What you will do: A word-for-word copy of the listing is required, and it must contain no pictures.

Exercise inputs:
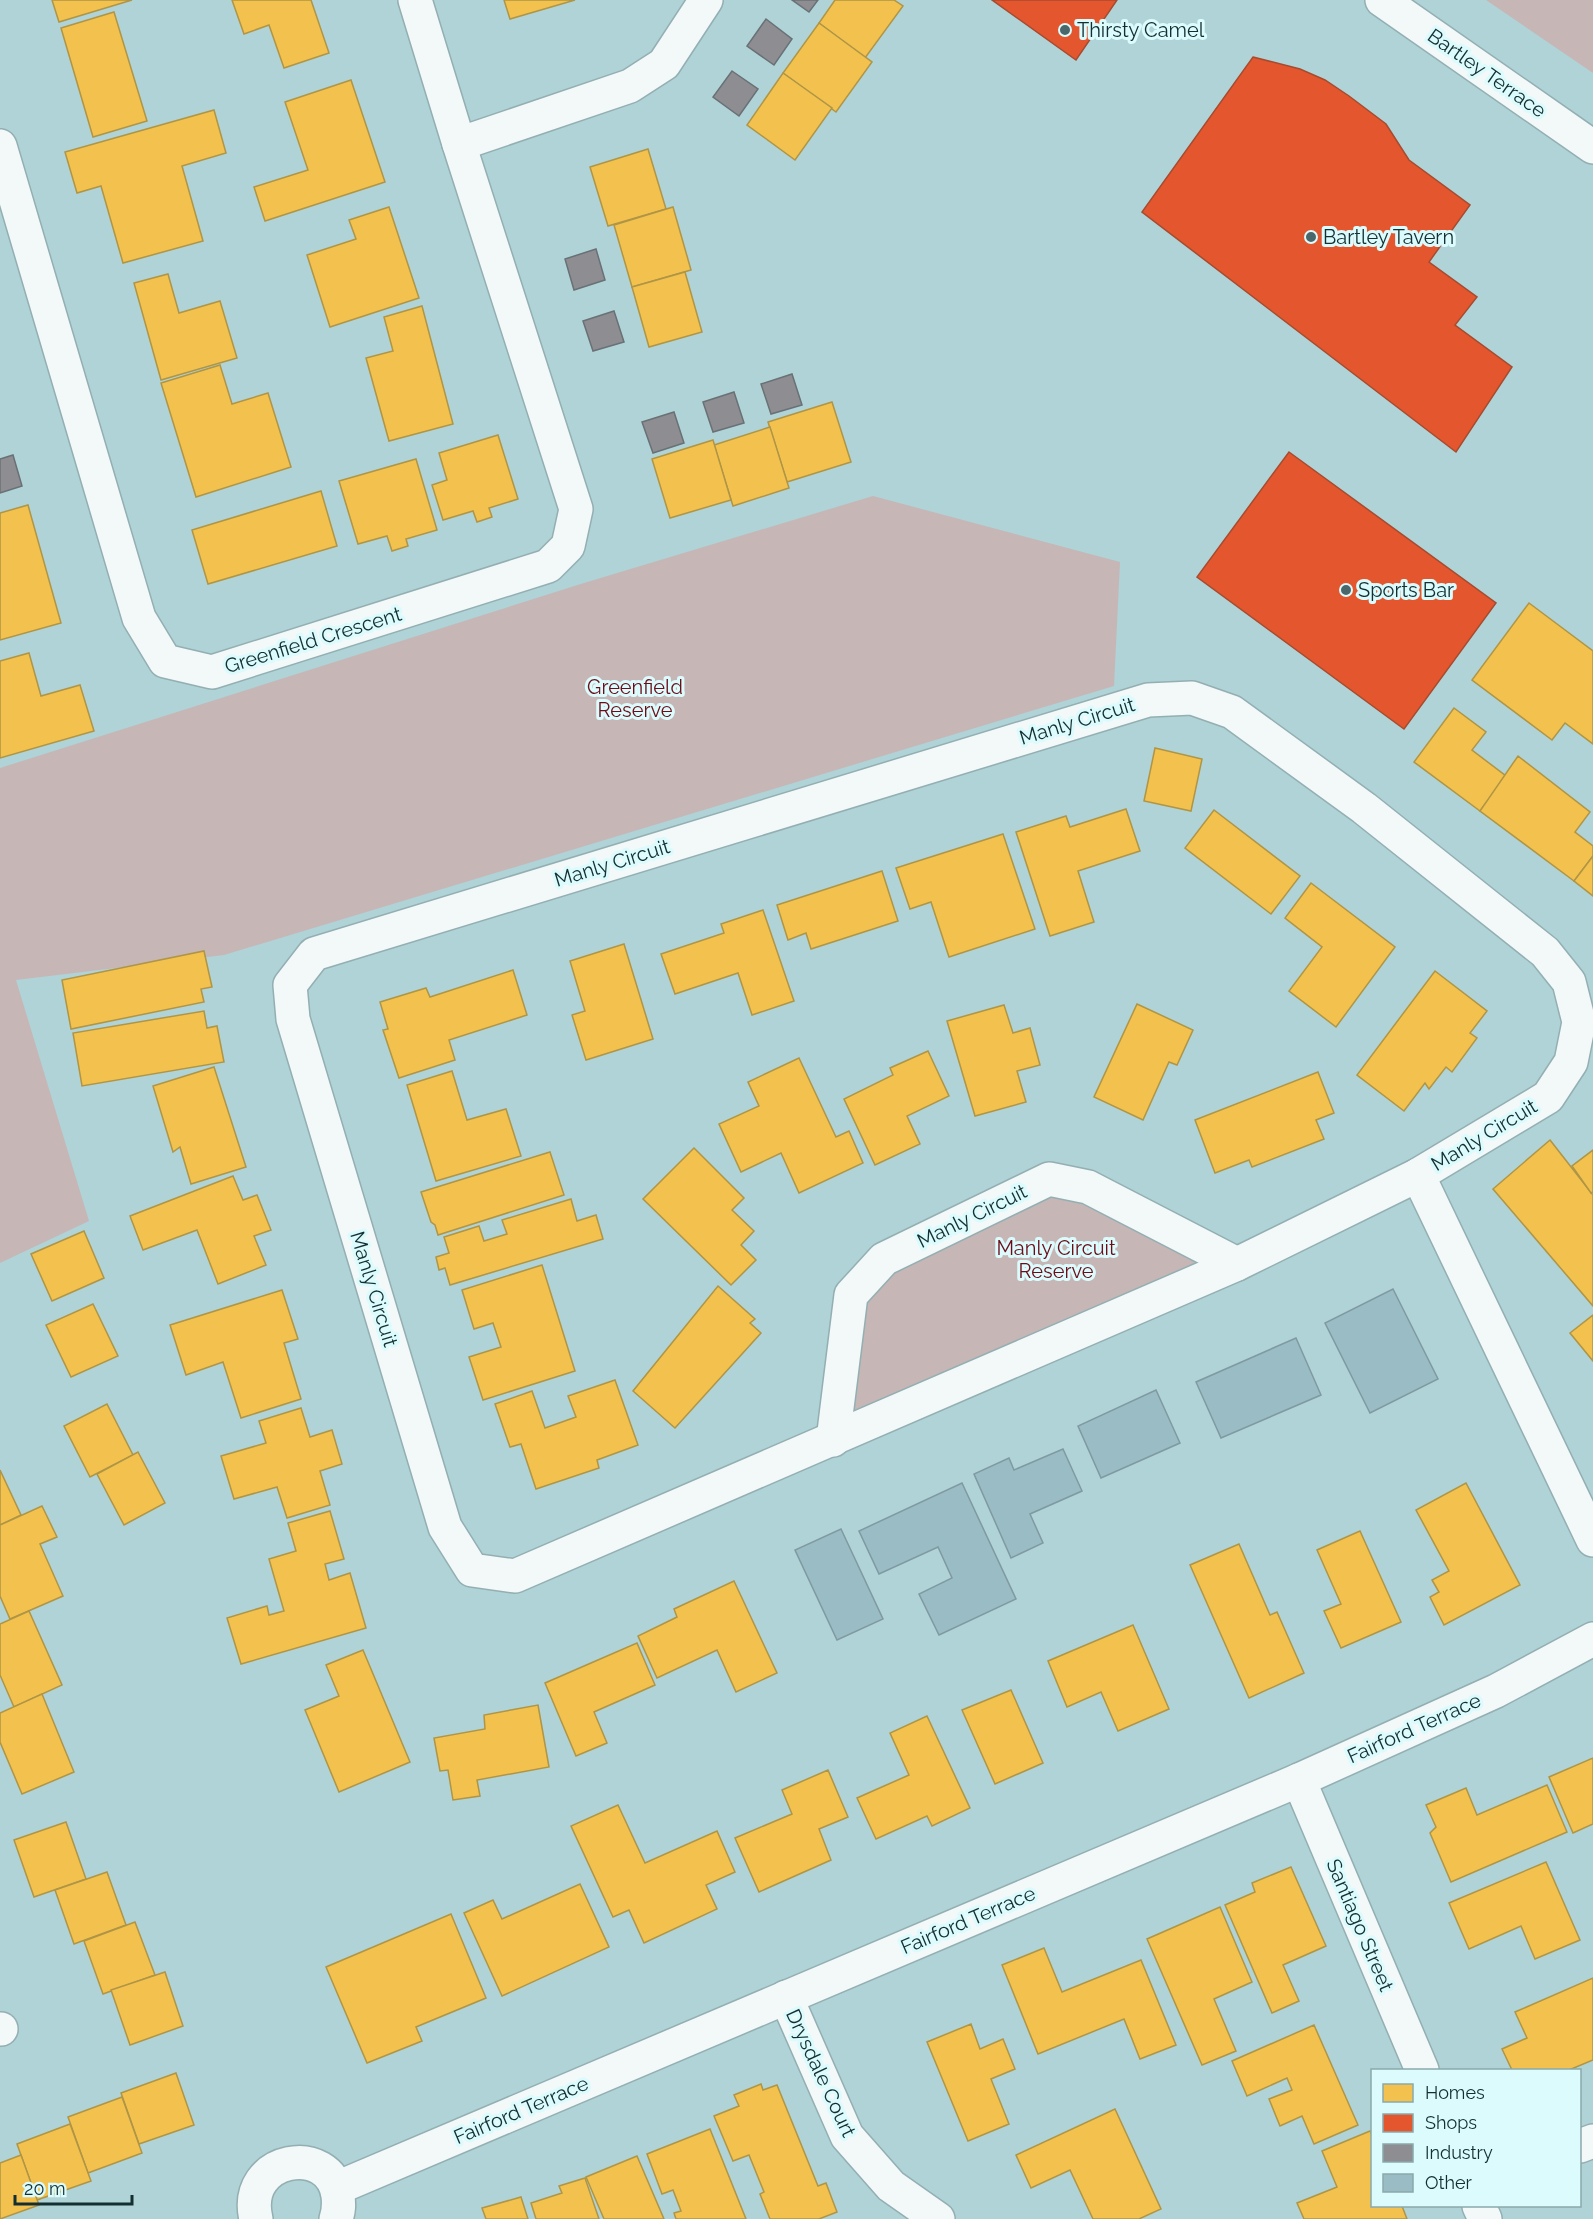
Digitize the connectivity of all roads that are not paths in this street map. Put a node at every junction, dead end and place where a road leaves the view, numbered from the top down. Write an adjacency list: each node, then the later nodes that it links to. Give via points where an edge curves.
1 (416, 0): 4 (street, Greenfield Crescent)
2 (706, 0): 4 (street, via 664,64 630,86)
3 (1382, 0): 6 (street, Bartley Terrace)
4 (459, 144): 5 (street, Greenfield Crescent, via 576,509 568,546 548,566 212,672 165,661 139,618)
5 (0, 146)
6 (1593, 147)
7 (1418, 1175): 8 (street, Manly Circuit); 9 (street, Manly Circuit, via 1548,1097 1571,1062 1579,1022 1569,982 1545,952 1364,808 1232,712 1192,698 1148,700 314,954 290,985 293,1019 445,1527 472,1570 515,1576); 10 (street, Manly Circuit)
8 (1237, 1264): 9 (street, Manly Circuit); 9 (street, Manly Circuit, via 1088,1187 1049,1179 884,1259 851,1295)
9 (834, 1440)
10 (1593, 1540)
11 (1593, 1639): 12 (street, Fairford Terrace, via 1496,1691)
12 (1299, 1780): 13 (street, Fairford Terrace); 14 (street, Santiago Street)
13 (786, 1997): 15 (street, Fairford Terrace); 17 (street, Drysdale Court, via 847,2136 891,2186)
14 (1422, 2069)
15 (337, 2204): 16 (street, via 326,2173 309,2163 280,2165 267,2174 257,2189)
16 (255, 2219)
17 (938, 2219)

Result below:
Digitize the connectivity of all roads that are not paths in this street map. Put a node at every junction, dead end and place where a road leaves the view, numbered from the top down. Write an adjacency list: each node, then the later nodes that it links to. Give via points where an edge curves.
1 (416, 0): 4 (street, Greenfield Crescent)
2 (706, 0): 4 (street, via 664,64 630,86)
3 (1382, 0): 6 (street, Bartley Terrace)
4 (459, 144): 5 (street, Greenfield Crescent, via 576,509 568,546 548,566 212,672 165,661 139,618)
5 (0, 146)
6 (1593, 147)
7 (1418, 1175): 8 (street, Manly Circuit); 9 (street, Manly Circuit, via 1548,1097 1571,1062 1579,1022 1569,982 1545,952 1364,808 1232,712 1192,698 1148,700 314,954 290,985 293,1019 445,1527 472,1570 515,1576); 10 (street, Manly Circuit)
8 (1237, 1264): 9 (street, Manly Circuit); 9 (street, Manly Circuit, via 1088,1187 1049,1179 884,1259 851,1295)
9 (834, 1440)
10 (1593, 1540)
11 (1593, 1639): 12 (street, Fairford Terrace, via 1496,1691)
12 (1299, 1780): 13 (street, Fairford Terrace); 14 (street, Santiago Street)
13 (786, 1997): 15 (street, Fairford Terrace); 17 (street, Drysdale Court, via 847,2136 891,2186)
14 (1422, 2069)
15 (337, 2204): 16 (street, via 326,2173 309,2163 280,2165 267,2174 257,2189)
16 (255, 2219)
17 (938, 2219)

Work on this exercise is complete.